While they are a bit buggy, and could use some more editing (or
preferably, conversion to wiki format), they are simple, easy to
work with (using searches and filters), and full of interesting stuff.
If anyone is interested, I'd be happy to share them.
The problem with using diff_log and rclog alone is that they don't
contain a lot of changes. UseMod allowed administrators to do global
search and replace operations, page renames and deletions, and these
weren't represented in the logs.
Back in December, I reconstructed a lot of these admin operations by
hand, using other data from the UseMod backup to help.

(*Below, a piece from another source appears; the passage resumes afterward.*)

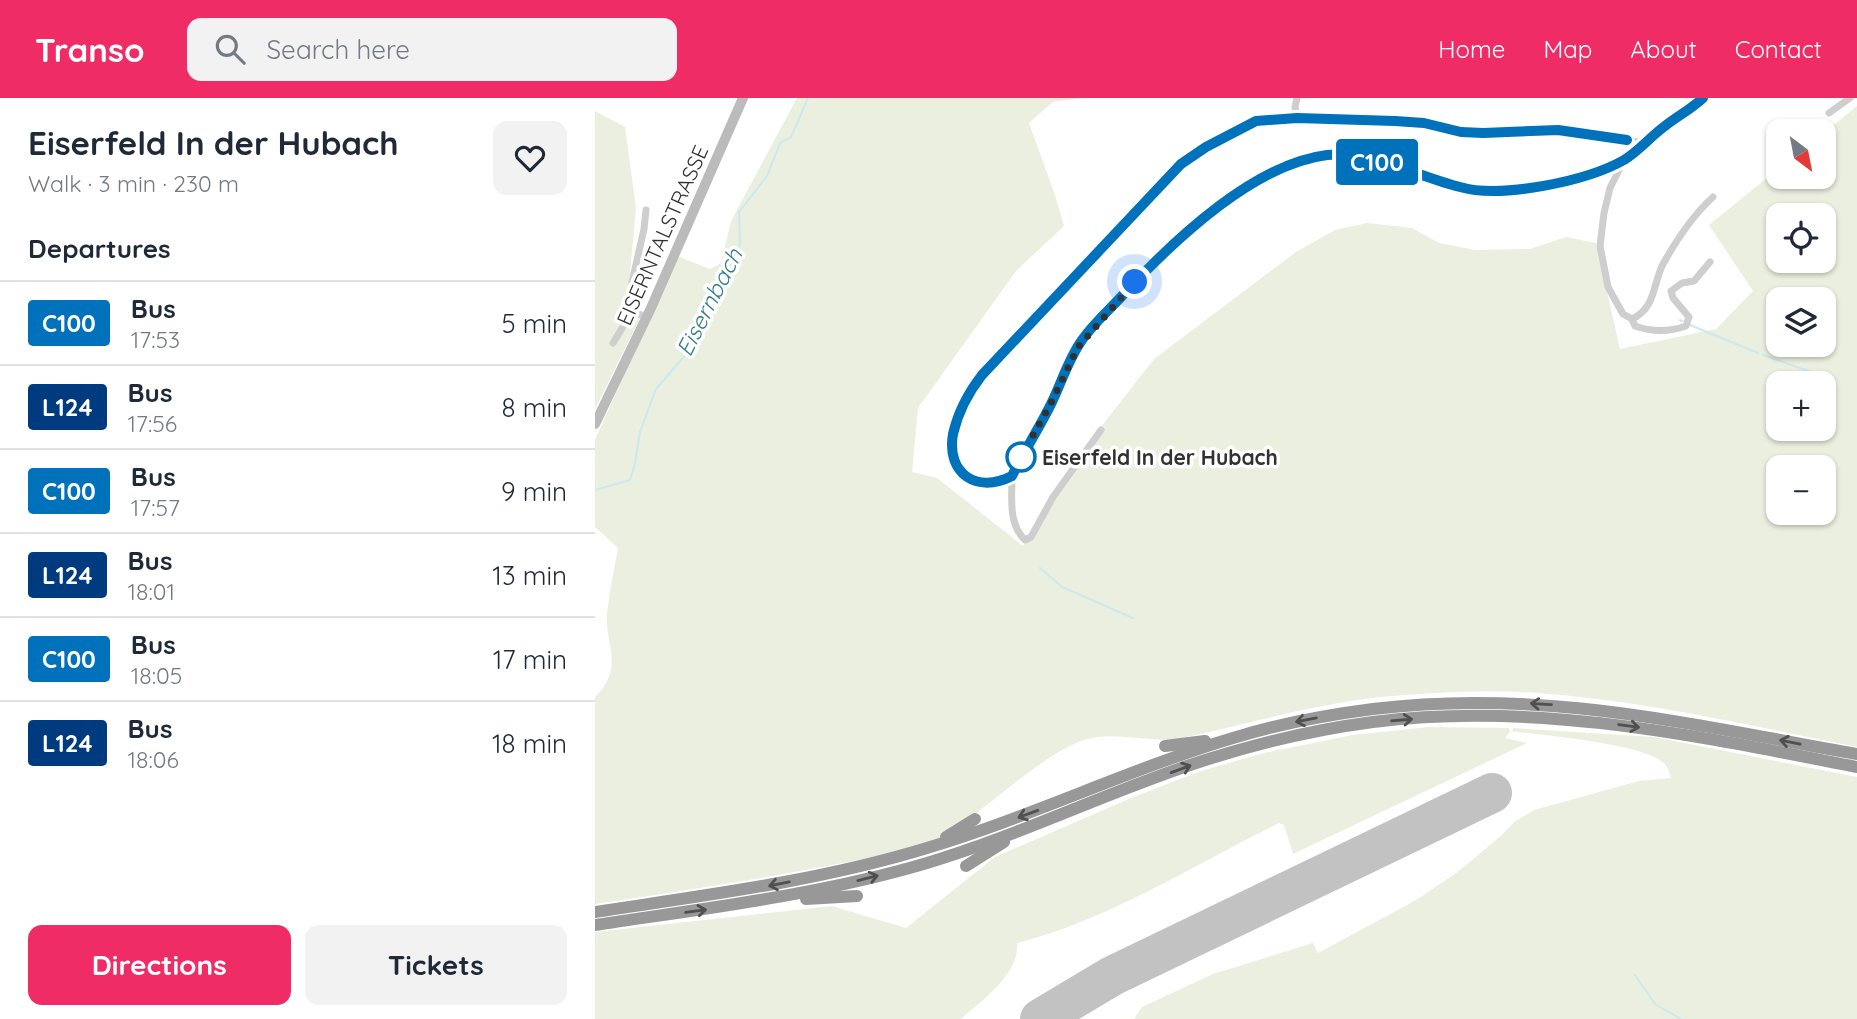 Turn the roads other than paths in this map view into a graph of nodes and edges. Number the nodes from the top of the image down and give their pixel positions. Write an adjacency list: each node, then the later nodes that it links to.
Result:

I committed my
findings to MediaWiki Subversion in the form of a script, and uploaded
the output as a MediaWiki-format XML dump:
http://noc.wikimedia.org/~tstarling/wikipedia-2001-08-xml.7z
See my mailing list post:
http://article.gmane.org/gmane.science.linguistics.wikipedia.english/107675
Here is the UseMod backup, so you can repeat or extend this work if
you feel like it:
http://noc.wikimedia.org/~tstarling/wikipedia-2001-08-backup.7z
I edited out the admin password, since despite it being a very silly
and obvious password, it's not generally known and somebody might
still be using it for something. There were some tar files inside the
main archive, I expanded them to make it easier to edit the passwords
out of them. Then I recompressed the whole thing with 7zip.
-- Tim Starling